───── Stored data ─────

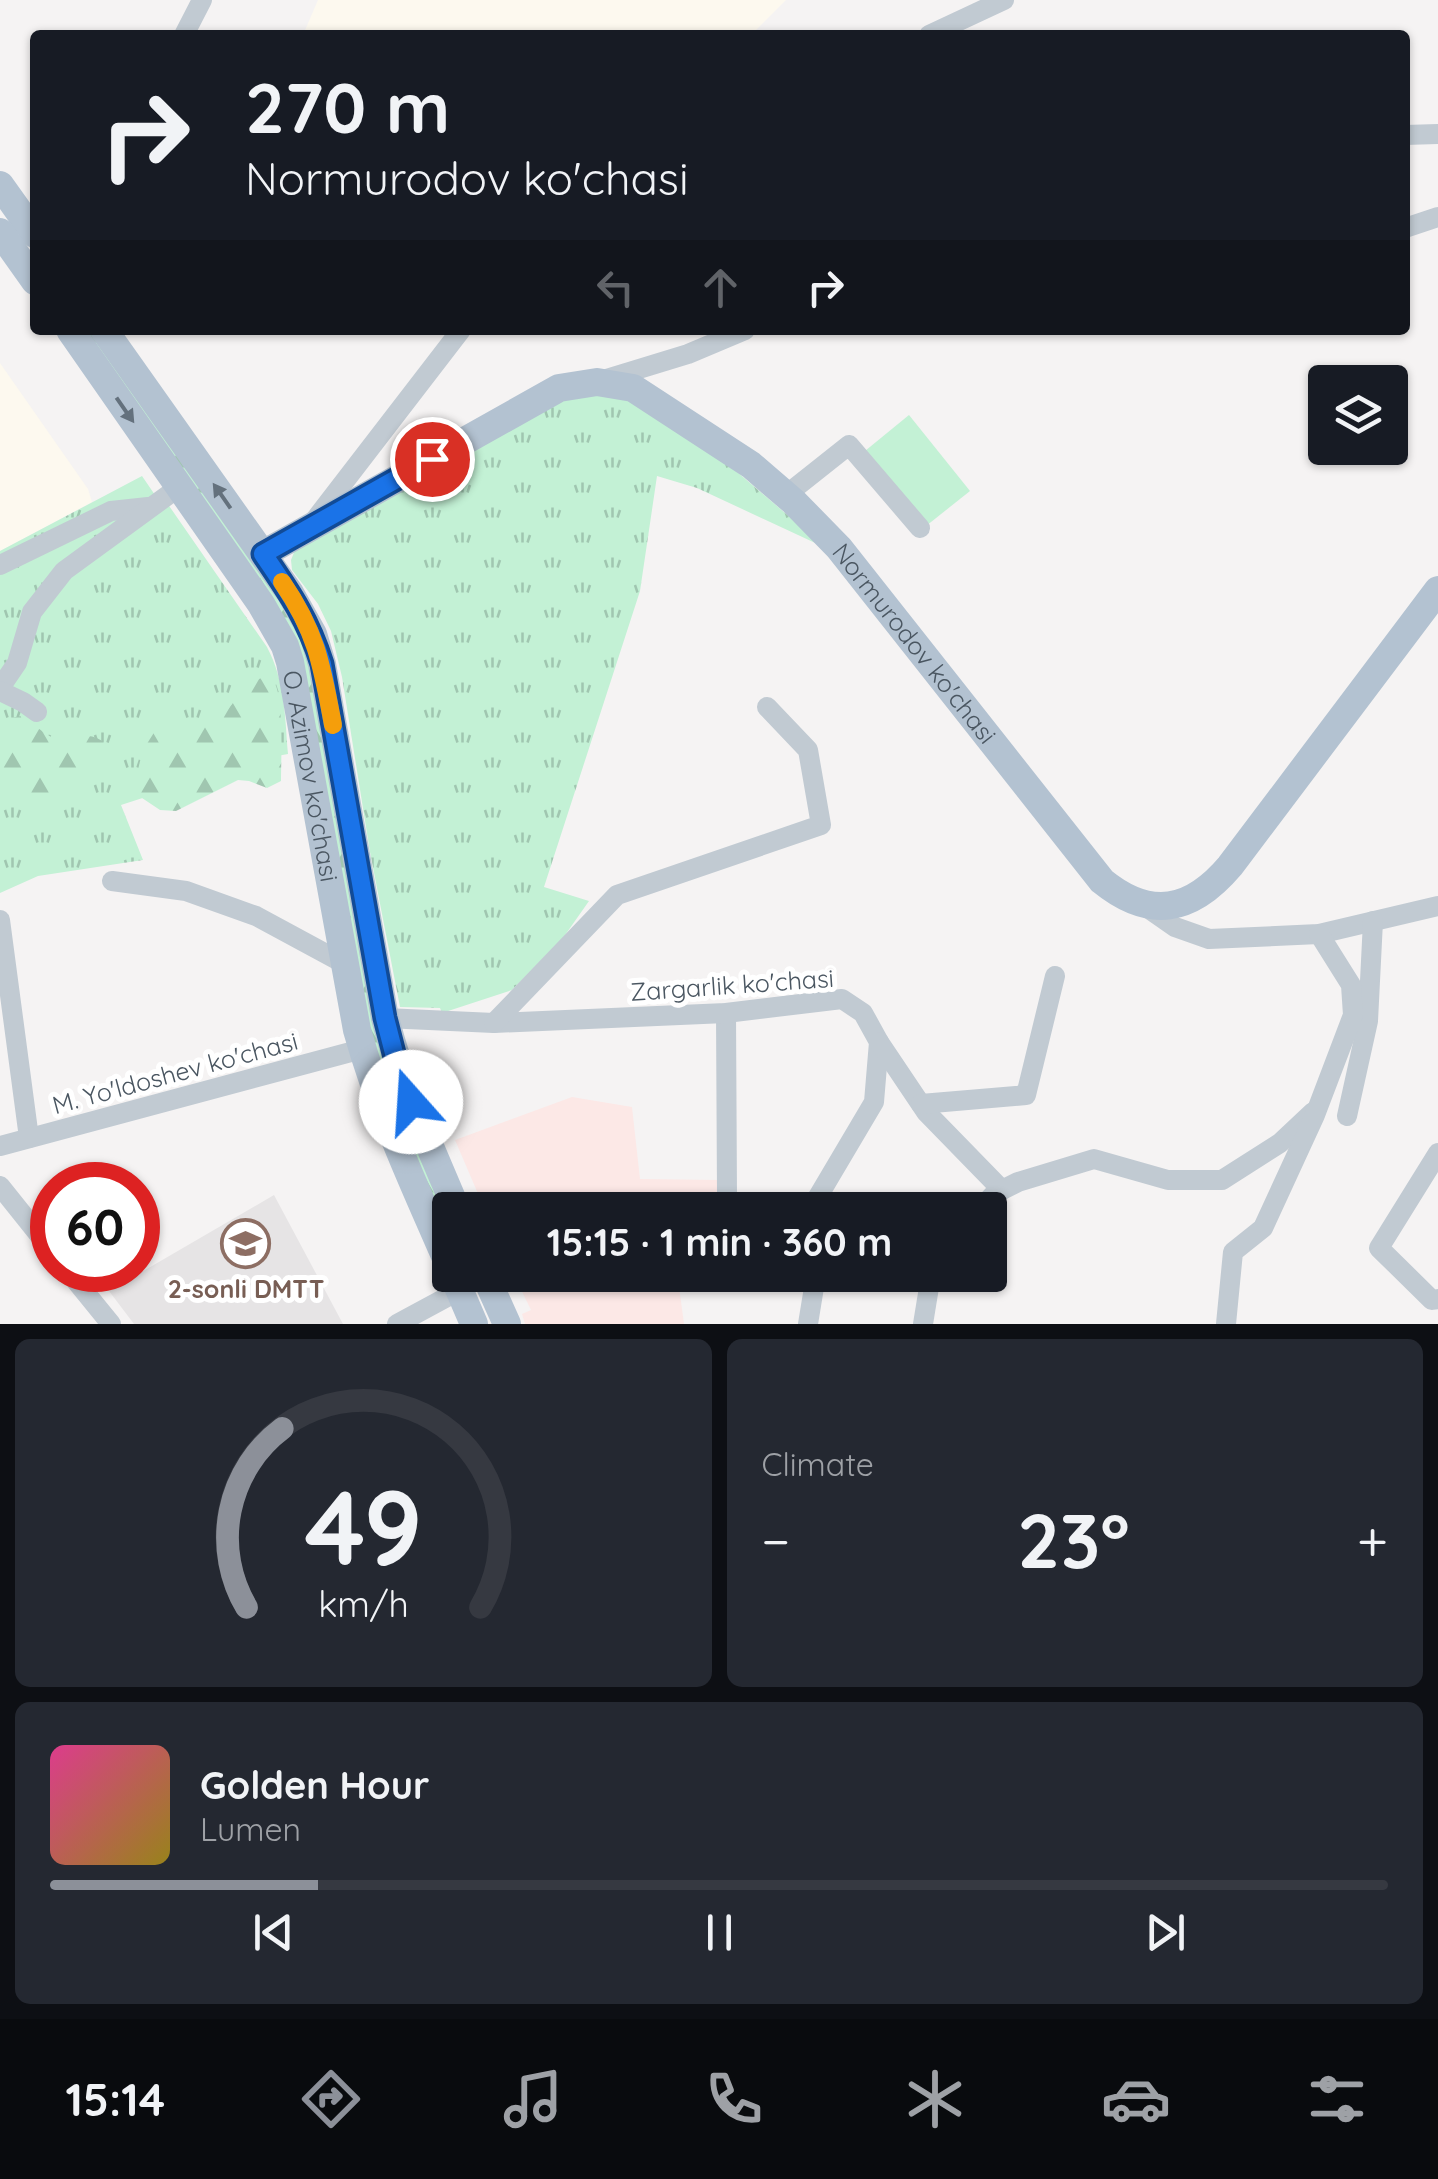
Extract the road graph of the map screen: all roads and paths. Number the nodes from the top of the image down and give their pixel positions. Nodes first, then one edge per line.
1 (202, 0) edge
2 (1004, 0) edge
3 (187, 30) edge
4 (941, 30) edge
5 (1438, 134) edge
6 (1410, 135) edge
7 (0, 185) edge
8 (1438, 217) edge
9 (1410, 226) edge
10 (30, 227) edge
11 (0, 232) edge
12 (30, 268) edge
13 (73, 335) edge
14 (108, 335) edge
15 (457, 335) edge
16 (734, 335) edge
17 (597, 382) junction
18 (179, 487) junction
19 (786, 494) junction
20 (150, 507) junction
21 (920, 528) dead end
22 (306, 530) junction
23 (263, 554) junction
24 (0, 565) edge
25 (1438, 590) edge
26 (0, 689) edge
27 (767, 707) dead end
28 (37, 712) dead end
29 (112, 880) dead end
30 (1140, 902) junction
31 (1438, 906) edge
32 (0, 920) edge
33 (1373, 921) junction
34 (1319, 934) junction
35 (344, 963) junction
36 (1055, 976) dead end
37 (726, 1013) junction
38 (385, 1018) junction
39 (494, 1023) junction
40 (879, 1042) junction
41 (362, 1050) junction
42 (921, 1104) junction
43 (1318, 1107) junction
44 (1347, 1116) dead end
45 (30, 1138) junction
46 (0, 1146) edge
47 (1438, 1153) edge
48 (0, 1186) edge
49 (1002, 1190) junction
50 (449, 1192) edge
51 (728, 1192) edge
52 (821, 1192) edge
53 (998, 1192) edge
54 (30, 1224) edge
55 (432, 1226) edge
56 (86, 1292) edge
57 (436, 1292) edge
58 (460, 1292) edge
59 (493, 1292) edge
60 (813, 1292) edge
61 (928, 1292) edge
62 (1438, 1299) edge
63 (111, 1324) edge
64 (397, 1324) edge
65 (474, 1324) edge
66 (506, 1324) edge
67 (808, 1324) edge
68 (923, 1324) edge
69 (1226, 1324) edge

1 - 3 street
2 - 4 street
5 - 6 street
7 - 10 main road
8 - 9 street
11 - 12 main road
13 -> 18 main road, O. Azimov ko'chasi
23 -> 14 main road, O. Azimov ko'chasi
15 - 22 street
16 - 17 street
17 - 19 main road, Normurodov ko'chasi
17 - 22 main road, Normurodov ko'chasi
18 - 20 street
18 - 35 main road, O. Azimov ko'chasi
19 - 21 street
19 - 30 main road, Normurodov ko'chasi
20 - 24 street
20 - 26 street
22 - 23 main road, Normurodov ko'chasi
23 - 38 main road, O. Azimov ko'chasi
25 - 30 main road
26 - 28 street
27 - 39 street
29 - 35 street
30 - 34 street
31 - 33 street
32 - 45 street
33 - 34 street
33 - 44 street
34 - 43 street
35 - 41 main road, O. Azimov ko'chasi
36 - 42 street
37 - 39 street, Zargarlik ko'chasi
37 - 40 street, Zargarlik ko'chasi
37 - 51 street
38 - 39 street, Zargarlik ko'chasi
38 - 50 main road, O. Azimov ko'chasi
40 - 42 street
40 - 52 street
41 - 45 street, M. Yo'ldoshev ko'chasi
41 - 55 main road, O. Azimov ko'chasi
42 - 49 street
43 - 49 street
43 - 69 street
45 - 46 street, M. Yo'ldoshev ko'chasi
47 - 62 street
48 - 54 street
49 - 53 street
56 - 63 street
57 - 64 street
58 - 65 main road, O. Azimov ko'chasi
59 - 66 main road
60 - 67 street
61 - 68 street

─────

Problem statement: Word for word, give the entries above again, with no images included.

Response to this exercise:
Extract the road graph of the map screen: all roads and paths. Number the nodes from the top of the image down and give their pixel positions. Nodes first, then one edge per line.
1 (202, 0) edge
2 (1004, 0) edge
3 (187, 30) edge
4 (941, 30) edge
5 (1438, 134) edge
6 (1410, 135) edge
7 (0, 185) edge
8 (1438, 217) edge
9 (1410, 226) edge
10 (30, 227) edge
11 (0, 232) edge
12 (30, 268) edge
13 (73, 335) edge
14 (108, 335) edge
15 (457, 335) edge
16 (734, 335) edge
17 (597, 382) junction
18 (179, 487) junction
19 (786, 494) junction
20 (150, 507) junction
21 (920, 528) dead end
22 (306, 530) junction
23 (263, 554) junction
24 (0, 565) edge
25 (1438, 590) edge
26 (0, 689) edge
27 (767, 707) dead end
28 (37, 712) dead end
29 (112, 880) dead end
30 (1140, 902) junction
31 (1438, 906) edge
32 (0, 920) edge
33 (1373, 921) junction
34 (1319, 934) junction
35 (344, 963) junction
36 (1055, 976) dead end
37 (726, 1013) junction
38 (385, 1018) junction
39 (494, 1023) junction
40 (879, 1042) junction
41 (362, 1050) junction
42 (921, 1104) junction
43 (1318, 1107) junction
44 (1347, 1116) dead end
45 (30, 1138) junction
46 (0, 1146) edge
47 (1438, 1153) edge
48 (0, 1186) edge
49 (1002, 1190) junction
50 (449, 1192) edge
51 (728, 1192) edge
52 (821, 1192) edge
53 (998, 1192) edge
54 (30, 1224) edge
55 (432, 1226) edge
56 (86, 1292) edge
57 (436, 1292) edge
58 (460, 1292) edge
59 (493, 1292) edge
60 (813, 1292) edge
61 (928, 1292) edge
62 (1438, 1299) edge
63 (111, 1324) edge
64 (397, 1324) edge
65 (474, 1324) edge
66 (506, 1324) edge
67 (808, 1324) edge
68 (923, 1324) edge
69 (1226, 1324) edge

1 - 3 street
2 - 4 street
5 - 6 street
7 - 10 main road
8 - 9 street
11 - 12 main road
13 -> 18 main road, O. Azimov ko'chasi
23 -> 14 main road, O. Azimov ko'chasi
15 - 22 street
16 - 17 street
17 - 19 main road, Normurodov ko'chasi
17 - 22 main road, Normurodov ko'chasi
18 - 20 street
18 - 35 main road, O. Azimov ko'chasi
19 - 21 street
19 - 30 main road, Normurodov ko'chasi
20 - 24 street
20 - 26 street
22 - 23 main road, Normurodov ko'chasi
23 - 38 main road, O. Azimov ko'chasi
25 - 30 main road
26 - 28 street
27 - 39 street
29 - 35 street
30 - 34 street
31 - 33 street
32 - 45 street
33 - 34 street
33 - 44 street
34 - 43 street
35 - 41 main road, O. Azimov ko'chasi
36 - 42 street
37 - 39 street, Zargarlik ko'chasi
37 - 40 street, Zargarlik ko'chasi
37 - 51 street
38 - 39 street, Zargarlik ko'chasi
38 - 50 main road, O. Azimov ko'chasi
40 - 42 street
40 - 52 street
41 - 45 street, M. Yo'ldoshev ko'chasi
41 - 55 main road, O. Azimov ko'chasi
42 - 49 street
43 - 49 street
43 - 69 street
45 - 46 street, M. Yo'ldoshev ko'chasi
47 - 62 street
48 - 54 street
49 - 53 street
56 - 63 street
57 - 64 street
58 - 65 main road, O. Azimov ko'chasi
59 - 66 main road
60 - 67 street
61 - 68 street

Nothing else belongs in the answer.